### INSTRUCTIONS TO FOLLOW
The response must consist of each line in the listing that has the word "Àngel" in it.

### PROVIDED DATA

+ + + +

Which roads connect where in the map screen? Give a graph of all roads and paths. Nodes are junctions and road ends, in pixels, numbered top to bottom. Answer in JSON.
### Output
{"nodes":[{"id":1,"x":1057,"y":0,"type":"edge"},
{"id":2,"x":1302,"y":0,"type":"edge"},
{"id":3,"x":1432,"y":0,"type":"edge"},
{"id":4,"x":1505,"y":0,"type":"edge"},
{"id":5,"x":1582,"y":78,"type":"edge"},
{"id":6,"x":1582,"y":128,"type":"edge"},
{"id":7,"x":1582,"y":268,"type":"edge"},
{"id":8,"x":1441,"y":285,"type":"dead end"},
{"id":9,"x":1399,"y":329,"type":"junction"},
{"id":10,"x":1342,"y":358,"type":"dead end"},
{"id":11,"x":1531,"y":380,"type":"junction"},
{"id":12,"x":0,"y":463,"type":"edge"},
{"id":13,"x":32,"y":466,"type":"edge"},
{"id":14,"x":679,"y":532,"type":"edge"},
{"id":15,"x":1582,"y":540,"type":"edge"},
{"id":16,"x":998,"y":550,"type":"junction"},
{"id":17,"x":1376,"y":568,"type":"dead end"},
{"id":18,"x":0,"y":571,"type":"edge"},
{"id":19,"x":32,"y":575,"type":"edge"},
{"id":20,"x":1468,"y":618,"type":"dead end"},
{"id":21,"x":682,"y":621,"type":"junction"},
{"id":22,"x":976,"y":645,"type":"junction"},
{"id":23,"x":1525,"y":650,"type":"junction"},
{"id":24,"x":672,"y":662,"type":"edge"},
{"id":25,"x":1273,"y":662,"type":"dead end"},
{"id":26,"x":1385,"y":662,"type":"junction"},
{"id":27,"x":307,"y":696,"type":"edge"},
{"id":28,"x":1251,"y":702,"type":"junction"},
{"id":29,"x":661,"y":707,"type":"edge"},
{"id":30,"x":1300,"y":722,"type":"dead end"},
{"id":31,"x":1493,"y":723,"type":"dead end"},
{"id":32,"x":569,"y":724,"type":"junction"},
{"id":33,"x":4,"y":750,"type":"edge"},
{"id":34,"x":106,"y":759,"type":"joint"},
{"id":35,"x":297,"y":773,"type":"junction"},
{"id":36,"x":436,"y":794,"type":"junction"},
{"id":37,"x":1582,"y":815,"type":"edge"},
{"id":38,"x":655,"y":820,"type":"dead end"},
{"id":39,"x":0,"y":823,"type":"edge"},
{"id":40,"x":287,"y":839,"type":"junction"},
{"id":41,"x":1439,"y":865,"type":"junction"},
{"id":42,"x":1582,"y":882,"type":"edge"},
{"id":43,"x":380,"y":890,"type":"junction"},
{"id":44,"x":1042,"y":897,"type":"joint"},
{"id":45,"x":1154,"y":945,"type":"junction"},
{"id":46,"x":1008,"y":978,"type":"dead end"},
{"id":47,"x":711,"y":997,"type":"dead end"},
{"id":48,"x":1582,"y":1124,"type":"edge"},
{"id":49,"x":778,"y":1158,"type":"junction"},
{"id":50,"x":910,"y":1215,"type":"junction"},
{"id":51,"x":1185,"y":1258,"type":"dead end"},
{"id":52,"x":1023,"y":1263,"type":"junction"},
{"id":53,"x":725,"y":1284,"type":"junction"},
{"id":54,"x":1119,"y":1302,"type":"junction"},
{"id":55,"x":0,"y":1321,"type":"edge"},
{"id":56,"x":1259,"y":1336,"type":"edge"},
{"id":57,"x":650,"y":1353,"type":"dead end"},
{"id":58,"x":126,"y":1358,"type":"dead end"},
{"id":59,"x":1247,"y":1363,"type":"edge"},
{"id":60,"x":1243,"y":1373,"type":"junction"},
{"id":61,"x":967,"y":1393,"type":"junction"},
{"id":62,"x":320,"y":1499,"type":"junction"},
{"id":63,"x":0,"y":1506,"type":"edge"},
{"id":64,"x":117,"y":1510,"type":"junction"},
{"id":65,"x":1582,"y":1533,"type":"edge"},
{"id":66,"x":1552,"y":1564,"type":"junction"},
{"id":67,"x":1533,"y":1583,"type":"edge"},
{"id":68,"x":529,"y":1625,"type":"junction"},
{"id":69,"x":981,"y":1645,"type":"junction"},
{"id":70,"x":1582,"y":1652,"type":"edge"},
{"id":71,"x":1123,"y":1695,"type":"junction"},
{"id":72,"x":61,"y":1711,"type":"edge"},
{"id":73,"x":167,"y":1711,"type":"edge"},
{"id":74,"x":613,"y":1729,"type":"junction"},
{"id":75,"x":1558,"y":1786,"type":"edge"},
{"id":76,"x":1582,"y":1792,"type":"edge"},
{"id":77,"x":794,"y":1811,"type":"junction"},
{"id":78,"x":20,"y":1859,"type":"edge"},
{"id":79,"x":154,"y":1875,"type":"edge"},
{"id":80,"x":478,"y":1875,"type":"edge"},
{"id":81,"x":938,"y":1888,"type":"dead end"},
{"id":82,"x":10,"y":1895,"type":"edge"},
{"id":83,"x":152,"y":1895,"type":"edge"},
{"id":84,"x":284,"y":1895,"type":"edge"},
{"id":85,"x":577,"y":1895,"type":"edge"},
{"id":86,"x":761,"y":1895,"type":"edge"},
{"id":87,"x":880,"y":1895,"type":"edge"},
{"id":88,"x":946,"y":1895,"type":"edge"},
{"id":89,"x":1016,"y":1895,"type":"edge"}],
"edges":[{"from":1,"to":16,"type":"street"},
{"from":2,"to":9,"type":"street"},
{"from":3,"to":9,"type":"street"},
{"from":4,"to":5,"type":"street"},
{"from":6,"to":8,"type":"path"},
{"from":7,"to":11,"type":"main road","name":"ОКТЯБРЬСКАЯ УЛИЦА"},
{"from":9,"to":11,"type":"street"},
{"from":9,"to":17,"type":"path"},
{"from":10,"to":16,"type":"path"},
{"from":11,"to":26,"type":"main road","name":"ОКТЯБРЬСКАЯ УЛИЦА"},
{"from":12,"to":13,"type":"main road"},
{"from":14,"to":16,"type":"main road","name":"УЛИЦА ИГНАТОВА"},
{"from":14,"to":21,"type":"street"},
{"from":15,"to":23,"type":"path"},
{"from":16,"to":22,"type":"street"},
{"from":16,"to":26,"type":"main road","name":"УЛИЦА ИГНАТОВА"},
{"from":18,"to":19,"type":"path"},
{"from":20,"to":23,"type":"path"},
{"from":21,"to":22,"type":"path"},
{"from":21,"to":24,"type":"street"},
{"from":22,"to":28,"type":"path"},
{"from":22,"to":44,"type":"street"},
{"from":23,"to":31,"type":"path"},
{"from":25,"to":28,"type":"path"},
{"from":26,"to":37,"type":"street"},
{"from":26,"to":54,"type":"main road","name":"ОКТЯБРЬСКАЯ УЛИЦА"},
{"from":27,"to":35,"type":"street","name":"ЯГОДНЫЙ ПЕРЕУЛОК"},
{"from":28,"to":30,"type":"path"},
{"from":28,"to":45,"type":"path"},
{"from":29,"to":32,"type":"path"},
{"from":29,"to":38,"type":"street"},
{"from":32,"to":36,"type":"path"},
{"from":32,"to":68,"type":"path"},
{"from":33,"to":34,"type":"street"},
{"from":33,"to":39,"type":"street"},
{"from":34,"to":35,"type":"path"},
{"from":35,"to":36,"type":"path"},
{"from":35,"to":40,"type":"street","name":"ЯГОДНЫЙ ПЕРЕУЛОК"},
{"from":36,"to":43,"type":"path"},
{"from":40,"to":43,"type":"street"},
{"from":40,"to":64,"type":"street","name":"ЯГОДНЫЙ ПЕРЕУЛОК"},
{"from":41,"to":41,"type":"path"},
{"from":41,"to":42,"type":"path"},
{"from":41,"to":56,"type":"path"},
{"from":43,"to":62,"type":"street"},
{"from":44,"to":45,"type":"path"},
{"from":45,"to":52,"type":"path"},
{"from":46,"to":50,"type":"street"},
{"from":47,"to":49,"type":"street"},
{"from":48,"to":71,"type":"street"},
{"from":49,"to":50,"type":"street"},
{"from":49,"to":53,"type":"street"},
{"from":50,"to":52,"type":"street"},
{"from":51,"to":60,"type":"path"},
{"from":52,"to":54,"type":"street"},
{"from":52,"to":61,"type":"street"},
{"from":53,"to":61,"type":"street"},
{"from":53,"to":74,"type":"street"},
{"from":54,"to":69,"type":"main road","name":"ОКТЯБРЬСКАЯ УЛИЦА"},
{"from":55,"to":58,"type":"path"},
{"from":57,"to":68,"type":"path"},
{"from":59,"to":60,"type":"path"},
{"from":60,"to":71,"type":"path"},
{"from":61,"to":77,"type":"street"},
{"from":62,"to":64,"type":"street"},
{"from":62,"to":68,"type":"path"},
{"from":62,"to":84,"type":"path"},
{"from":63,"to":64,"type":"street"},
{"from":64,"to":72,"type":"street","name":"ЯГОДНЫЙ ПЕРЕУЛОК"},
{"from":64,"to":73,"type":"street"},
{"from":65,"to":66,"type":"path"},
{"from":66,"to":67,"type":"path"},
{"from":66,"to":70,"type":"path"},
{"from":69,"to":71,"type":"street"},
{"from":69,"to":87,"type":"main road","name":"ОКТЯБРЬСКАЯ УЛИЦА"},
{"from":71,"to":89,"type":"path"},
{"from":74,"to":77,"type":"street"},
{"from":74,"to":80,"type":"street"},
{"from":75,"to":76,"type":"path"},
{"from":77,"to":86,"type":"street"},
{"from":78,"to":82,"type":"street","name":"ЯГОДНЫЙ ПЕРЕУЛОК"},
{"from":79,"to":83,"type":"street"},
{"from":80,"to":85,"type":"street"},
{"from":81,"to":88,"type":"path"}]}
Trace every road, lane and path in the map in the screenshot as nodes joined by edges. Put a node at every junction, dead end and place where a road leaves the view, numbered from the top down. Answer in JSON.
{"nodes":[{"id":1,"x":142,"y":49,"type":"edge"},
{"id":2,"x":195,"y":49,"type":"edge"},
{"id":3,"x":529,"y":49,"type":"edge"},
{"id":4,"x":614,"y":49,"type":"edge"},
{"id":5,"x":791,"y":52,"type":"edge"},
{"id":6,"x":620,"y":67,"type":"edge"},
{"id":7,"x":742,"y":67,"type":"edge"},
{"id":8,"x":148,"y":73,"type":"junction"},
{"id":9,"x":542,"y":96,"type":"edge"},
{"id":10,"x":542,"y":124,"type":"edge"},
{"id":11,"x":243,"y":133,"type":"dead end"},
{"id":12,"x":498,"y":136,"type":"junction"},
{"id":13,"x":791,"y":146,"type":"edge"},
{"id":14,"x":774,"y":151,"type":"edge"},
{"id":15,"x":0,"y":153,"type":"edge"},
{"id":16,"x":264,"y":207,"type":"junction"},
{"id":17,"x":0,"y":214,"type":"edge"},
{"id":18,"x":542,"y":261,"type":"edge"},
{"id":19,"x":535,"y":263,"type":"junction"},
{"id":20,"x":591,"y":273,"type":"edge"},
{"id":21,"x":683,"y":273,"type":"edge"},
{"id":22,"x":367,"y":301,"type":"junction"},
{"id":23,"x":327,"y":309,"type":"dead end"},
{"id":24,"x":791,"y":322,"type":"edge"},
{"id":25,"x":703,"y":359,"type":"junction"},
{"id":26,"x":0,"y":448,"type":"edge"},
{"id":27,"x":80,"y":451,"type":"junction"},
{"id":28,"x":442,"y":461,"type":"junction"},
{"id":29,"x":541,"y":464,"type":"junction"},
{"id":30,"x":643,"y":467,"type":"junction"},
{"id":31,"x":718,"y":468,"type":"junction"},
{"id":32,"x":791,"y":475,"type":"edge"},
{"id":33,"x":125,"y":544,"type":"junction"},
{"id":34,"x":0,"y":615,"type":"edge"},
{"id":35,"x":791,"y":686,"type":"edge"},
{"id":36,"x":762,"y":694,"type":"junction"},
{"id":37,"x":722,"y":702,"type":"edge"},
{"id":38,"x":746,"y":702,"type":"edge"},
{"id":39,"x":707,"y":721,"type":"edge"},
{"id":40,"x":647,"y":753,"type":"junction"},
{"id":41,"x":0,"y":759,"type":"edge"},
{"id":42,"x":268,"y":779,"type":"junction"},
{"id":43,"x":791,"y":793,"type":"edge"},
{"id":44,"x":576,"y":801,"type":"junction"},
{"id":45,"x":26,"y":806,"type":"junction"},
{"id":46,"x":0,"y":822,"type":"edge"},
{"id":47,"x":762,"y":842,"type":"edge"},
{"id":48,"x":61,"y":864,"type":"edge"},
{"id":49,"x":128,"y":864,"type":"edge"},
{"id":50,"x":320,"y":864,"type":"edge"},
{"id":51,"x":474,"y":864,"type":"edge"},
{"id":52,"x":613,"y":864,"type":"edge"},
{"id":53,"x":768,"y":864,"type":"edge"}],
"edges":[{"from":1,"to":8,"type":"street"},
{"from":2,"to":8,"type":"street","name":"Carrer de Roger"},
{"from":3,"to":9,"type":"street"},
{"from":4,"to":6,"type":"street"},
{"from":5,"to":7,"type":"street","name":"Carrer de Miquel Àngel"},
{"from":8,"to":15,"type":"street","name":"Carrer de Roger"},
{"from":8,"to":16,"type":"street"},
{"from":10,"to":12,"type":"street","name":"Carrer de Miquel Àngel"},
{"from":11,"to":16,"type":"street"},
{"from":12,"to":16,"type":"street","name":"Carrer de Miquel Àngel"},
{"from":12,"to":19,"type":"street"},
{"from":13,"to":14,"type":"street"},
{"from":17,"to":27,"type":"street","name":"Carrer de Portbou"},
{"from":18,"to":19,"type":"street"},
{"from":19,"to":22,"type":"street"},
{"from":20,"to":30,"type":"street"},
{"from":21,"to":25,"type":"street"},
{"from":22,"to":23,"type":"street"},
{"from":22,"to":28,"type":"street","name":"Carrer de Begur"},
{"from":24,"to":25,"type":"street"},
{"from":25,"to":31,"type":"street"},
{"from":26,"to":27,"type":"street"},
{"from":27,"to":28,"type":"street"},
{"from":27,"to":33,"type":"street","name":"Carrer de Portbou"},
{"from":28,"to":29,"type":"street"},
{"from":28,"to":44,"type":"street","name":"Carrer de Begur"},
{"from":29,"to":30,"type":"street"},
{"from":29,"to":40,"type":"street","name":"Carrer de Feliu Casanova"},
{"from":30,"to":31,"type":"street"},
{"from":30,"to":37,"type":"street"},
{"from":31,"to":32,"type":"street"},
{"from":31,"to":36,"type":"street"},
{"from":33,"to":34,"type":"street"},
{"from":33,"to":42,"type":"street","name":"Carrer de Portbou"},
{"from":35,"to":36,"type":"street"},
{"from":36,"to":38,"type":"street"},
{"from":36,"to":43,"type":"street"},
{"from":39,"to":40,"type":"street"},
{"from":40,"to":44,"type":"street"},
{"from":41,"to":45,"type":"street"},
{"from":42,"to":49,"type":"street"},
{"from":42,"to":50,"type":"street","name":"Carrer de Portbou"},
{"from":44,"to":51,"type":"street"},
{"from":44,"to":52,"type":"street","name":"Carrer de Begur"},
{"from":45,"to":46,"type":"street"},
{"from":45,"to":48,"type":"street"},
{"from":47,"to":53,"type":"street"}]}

+ + + +

### OUTPUT FOR THIS TASK
{"from":5,"to":7,"type":"street","name":"Carrer de Miquel Àngel"},
{"from":10,"to":12,"type":"street","name":"Carrer de Miquel Àngel"},
{"from":12,"to":16,"type":"street","name":"Carrer de Miquel Àngel"},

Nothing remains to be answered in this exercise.